= RECORDS FOR THE EXERCISE =
----
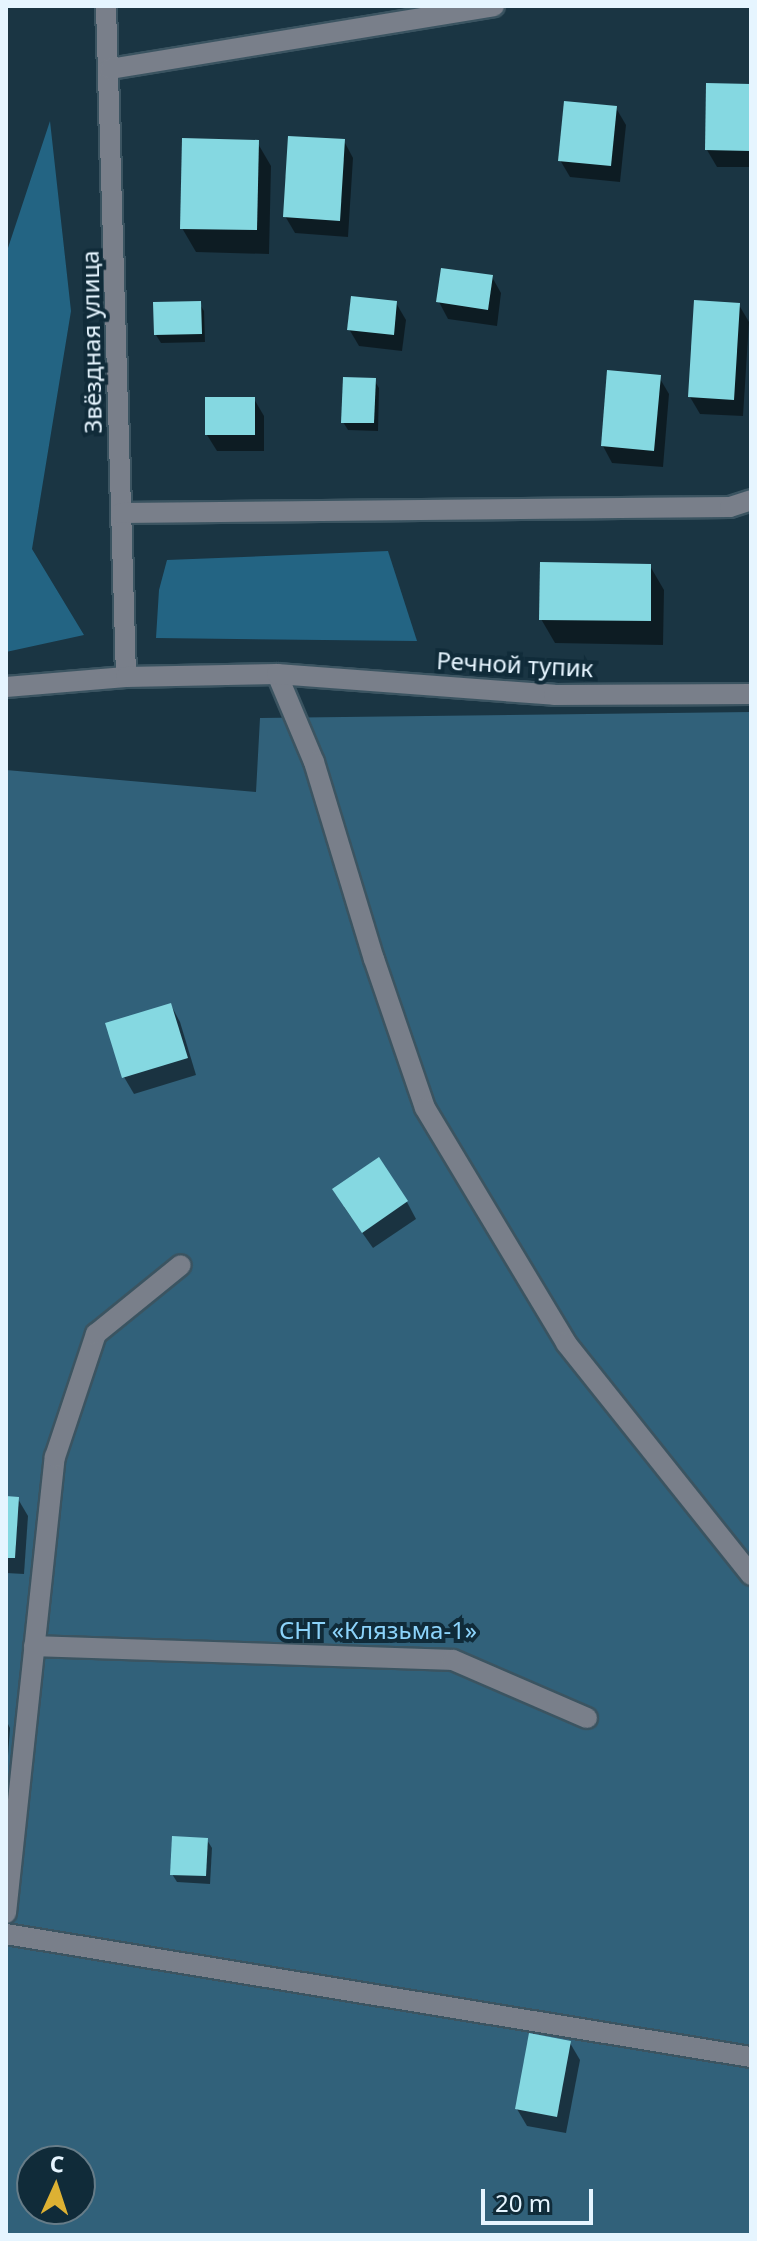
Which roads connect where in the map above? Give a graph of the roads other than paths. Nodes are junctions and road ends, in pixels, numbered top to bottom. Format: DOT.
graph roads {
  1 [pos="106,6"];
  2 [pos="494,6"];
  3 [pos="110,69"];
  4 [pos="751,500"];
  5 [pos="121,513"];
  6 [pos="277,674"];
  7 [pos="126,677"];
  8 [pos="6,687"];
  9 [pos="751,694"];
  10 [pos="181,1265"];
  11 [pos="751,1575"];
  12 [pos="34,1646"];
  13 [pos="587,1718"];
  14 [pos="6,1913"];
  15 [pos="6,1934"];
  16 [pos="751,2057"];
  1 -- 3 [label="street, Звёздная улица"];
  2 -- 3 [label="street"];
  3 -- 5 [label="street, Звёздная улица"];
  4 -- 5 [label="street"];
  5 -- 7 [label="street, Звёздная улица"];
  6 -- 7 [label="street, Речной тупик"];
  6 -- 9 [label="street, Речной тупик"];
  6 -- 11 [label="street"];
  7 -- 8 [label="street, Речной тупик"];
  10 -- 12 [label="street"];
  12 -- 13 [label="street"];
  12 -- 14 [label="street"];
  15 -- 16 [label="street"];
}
----
= EXERCISE =
Pictures are to be omitted; otherwise, write out the data exactly as it appears.

= EXERCISE OUTPUT =
Which roads connect where in the map above? Give a graph of the roads other than paths. Nodes are junctions and road ends, in pixels, numbered top to bottom. Format: DOT.
graph roads {
  1 [pos="106,6"];
  2 [pos="494,6"];
  3 [pos="110,69"];
  4 [pos="751,500"];
  5 [pos="121,513"];
  6 [pos="277,674"];
  7 [pos="126,677"];
  8 [pos="6,687"];
  9 [pos="751,694"];
  10 [pos="181,1265"];
  11 [pos="751,1575"];
  12 [pos="34,1646"];
  13 [pos="587,1718"];
  14 [pos="6,1913"];
  15 [pos="6,1934"];
  16 [pos="751,2057"];
  1 -- 3 [label="street, Звёздная улица"];
  2 -- 3 [label="street"];
  3 -- 5 [label="street, Звёздная улица"];
  4 -- 5 [label="street"];
  5 -- 7 [label="street, Звёздная улица"];
  6 -- 7 [label="street, Речной тупик"];
  6 -- 9 [label="street, Речной тупик"];
  6 -- 11 [label="street"];
  7 -- 8 [label="street, Речной тупик"];
  10 -- 12 [label="street"];
  12 -- 13 [label="street"];
  12 -- 14 [label="street"];
  15 -- 16 [label="street"];
}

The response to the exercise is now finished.